Emotions Are Unproductive, And They Still Matter

By Michael Kanner, LPC

That was my belief for a long time.

Emotions?

Messy.

Distracting.

A threat to focus, performance, logic, and leadership.

I didn’t have time to feel.

I had goals to chase.

A life to build.

People to impress.

A reputation to protect.

So I stuffed emotions into a box and labeled it “not helpful.”

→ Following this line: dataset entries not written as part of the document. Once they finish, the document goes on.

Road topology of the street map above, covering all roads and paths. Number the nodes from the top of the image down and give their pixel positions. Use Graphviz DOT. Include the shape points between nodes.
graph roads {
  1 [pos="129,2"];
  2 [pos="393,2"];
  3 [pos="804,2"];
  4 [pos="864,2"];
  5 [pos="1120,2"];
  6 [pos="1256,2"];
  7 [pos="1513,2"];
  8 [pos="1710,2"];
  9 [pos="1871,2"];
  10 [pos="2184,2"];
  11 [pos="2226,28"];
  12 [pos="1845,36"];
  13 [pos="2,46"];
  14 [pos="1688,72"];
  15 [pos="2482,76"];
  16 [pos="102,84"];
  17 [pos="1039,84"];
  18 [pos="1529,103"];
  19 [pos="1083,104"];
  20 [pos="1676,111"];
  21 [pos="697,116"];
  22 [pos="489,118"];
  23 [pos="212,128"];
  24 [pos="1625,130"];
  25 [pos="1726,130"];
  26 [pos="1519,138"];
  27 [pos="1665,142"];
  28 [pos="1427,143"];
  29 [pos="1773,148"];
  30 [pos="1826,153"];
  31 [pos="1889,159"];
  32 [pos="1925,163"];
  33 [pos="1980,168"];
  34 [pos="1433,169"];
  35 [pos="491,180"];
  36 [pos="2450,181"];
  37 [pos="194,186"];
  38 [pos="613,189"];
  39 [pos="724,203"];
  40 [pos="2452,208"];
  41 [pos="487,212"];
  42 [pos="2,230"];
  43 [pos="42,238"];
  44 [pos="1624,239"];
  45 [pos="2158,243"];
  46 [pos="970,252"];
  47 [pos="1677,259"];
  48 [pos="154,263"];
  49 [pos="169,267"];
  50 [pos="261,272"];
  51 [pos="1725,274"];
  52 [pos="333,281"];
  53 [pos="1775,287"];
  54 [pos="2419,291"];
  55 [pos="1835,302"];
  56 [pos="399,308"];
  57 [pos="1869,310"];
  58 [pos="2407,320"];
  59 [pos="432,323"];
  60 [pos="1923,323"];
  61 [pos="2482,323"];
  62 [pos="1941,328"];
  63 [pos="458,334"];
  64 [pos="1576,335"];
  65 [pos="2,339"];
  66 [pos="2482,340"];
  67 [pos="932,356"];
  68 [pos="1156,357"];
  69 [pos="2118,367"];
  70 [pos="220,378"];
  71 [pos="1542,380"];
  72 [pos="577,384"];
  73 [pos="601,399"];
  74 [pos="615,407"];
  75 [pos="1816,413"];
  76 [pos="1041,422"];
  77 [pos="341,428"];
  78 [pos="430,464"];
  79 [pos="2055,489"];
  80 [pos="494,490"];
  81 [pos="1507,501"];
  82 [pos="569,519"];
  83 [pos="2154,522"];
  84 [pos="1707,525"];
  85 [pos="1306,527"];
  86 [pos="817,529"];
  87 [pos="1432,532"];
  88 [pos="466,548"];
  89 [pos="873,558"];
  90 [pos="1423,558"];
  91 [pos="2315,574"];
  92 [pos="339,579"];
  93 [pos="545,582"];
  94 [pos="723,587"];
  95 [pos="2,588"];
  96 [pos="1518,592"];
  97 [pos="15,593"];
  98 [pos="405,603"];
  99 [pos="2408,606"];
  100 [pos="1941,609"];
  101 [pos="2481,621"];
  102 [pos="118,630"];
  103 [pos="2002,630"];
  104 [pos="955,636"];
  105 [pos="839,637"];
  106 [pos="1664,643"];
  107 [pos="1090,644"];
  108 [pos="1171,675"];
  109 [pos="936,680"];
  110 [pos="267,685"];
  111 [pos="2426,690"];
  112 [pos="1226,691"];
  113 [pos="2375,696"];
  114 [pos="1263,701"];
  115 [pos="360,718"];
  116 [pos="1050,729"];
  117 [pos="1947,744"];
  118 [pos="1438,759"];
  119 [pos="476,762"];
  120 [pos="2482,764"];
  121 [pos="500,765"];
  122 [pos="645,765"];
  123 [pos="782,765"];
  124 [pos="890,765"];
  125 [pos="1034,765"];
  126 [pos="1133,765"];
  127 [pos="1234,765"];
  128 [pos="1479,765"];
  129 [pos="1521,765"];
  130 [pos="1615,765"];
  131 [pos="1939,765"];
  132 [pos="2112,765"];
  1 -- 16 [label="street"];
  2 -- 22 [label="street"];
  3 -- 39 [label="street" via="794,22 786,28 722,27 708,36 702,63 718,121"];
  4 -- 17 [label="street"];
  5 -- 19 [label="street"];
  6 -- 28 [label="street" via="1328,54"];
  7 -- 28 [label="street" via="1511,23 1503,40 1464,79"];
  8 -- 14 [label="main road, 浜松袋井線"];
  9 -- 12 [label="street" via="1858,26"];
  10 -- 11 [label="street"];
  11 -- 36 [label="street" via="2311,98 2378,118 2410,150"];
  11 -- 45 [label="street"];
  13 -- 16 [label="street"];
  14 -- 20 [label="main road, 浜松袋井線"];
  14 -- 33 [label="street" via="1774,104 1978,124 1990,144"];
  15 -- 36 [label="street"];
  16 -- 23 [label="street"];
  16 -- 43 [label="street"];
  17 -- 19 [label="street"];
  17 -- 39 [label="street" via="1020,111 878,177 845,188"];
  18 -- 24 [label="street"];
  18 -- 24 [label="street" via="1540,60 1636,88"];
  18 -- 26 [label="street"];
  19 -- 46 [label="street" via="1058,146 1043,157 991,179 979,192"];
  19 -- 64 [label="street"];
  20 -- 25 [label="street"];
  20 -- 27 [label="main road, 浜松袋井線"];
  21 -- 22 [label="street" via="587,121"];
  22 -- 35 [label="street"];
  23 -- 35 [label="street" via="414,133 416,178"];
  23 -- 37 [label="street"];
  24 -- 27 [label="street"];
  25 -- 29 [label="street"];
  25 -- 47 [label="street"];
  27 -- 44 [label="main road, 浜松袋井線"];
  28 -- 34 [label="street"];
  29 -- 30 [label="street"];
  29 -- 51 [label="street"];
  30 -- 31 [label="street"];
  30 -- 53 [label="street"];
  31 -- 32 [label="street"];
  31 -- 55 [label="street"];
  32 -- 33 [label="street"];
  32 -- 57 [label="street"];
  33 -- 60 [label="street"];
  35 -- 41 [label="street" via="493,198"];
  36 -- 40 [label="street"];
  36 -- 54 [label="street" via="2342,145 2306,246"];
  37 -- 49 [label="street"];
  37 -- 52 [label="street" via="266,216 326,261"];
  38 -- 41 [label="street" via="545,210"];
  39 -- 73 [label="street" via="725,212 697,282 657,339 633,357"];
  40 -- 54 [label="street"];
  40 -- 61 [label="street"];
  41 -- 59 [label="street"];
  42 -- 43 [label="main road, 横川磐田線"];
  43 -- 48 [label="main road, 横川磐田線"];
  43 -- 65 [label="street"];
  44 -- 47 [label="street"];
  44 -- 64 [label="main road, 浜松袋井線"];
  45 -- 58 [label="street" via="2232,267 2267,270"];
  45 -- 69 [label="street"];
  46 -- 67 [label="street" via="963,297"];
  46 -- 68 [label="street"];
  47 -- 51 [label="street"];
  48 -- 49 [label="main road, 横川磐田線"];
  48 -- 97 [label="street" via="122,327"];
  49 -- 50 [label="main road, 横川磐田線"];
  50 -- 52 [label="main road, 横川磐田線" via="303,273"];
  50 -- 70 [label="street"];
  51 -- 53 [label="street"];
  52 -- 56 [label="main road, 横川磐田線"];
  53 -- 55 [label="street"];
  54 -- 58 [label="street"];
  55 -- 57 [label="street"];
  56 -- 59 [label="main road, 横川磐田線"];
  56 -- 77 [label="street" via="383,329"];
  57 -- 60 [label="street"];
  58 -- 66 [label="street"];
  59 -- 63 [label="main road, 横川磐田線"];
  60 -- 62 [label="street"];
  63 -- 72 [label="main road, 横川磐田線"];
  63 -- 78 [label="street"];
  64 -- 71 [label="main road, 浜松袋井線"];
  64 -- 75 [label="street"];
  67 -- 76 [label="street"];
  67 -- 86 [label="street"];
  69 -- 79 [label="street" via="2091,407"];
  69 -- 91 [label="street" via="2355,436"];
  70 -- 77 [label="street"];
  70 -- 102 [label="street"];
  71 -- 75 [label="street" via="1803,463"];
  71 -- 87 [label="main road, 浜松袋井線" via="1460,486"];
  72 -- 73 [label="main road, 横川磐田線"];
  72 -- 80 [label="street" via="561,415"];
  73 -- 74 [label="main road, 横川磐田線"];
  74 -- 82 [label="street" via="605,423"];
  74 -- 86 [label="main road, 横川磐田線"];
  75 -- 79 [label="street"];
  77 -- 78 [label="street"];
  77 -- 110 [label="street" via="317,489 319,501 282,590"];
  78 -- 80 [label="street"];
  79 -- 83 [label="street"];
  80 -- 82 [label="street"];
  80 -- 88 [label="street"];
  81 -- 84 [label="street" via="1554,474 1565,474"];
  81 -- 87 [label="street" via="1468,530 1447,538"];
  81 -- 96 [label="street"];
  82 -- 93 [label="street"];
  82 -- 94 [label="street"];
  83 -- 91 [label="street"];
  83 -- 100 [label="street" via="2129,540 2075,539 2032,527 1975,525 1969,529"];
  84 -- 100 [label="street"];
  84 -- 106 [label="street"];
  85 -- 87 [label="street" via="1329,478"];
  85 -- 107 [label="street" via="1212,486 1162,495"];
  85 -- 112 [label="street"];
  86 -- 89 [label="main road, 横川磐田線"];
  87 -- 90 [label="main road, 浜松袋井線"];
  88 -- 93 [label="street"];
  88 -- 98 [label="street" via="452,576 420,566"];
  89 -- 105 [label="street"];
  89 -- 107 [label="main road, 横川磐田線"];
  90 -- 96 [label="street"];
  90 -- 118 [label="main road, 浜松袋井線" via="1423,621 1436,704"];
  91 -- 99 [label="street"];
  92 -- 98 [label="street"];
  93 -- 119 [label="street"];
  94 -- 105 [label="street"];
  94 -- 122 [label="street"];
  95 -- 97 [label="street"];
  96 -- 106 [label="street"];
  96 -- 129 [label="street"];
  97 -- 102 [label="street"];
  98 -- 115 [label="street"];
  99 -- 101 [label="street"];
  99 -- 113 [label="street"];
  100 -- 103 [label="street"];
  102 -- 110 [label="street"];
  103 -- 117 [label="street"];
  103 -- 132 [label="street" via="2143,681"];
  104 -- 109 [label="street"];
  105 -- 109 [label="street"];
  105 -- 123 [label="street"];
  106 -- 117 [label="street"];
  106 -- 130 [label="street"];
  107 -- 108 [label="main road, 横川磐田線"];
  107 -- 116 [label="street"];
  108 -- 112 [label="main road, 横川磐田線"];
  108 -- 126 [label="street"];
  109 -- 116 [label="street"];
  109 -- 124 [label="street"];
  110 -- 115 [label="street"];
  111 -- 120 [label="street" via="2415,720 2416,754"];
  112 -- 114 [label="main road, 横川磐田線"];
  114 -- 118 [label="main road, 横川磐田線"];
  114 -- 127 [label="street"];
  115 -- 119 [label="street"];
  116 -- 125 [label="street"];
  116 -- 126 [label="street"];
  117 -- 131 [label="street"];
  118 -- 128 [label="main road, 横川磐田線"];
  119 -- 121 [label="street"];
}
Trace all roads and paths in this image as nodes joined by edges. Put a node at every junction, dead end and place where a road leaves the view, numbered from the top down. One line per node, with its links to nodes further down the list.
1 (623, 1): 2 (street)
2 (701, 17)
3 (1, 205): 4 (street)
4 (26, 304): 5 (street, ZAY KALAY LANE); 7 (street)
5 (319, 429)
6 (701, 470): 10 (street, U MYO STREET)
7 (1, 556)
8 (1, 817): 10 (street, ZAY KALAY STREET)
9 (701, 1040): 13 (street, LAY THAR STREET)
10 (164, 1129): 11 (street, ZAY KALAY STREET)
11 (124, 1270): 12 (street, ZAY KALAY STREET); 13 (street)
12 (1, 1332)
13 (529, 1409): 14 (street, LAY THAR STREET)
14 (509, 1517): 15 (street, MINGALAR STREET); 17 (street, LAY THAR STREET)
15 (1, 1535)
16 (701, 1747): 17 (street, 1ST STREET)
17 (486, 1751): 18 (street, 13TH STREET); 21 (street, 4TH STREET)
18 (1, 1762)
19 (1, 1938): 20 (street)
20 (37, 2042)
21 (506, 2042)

Then I buried that box deep.

I told myself I was being efficient.

Driven.

Disciplined.

Logical.

But underneath?

I was anxious.

Reactive.

Disconnected.

Exhausted.

And here’s the irony—

Ignoring emotions doesn’t remove them.

It just reroutes them.

Into our bodies.

Our habits.

Our relationships.

It took me years (and a few hard breakdowns) to realize:

Emotions aren’t the problem.

They’re the signal.

The feedback.

The invitation to pay attention.

They tell us when we’re off course.

When we’re disconnected.

When something matters.

Sadness says you lost something important.

Anger says something crossed a boundary.

Fear says there’s risk here—slow down and look closer.

Joy says this is worth celebrating—stay present.

But if you were taught (like I was) that emotions make you soft,

you learn to downplay your humanity just to survive.

And let me say it plainly:

That comes at a cost.

The cost is deeper relationships.

The cost is clarity in decision-making.

The cost is emotional intelligence in leadership.

The cost is a life that actually feels like yours.

Emotions aren’t the enemy of productivity.

They’re the fuel for sustainable productivity.

They don’t make you weak.

They make you wise.

Once I stopped fighting my emotions, I got access to something I’d never had before:

Insight.

Peace.

Connection.

A more honest version of myself.

So if you’ve ever been told:

“Don’t be so emotional.”

“Man up.”

“Keep it together.”

“Feelings don’t solve problems.”

Let me offer something different:

Your emotions might be the key to solving the right ones.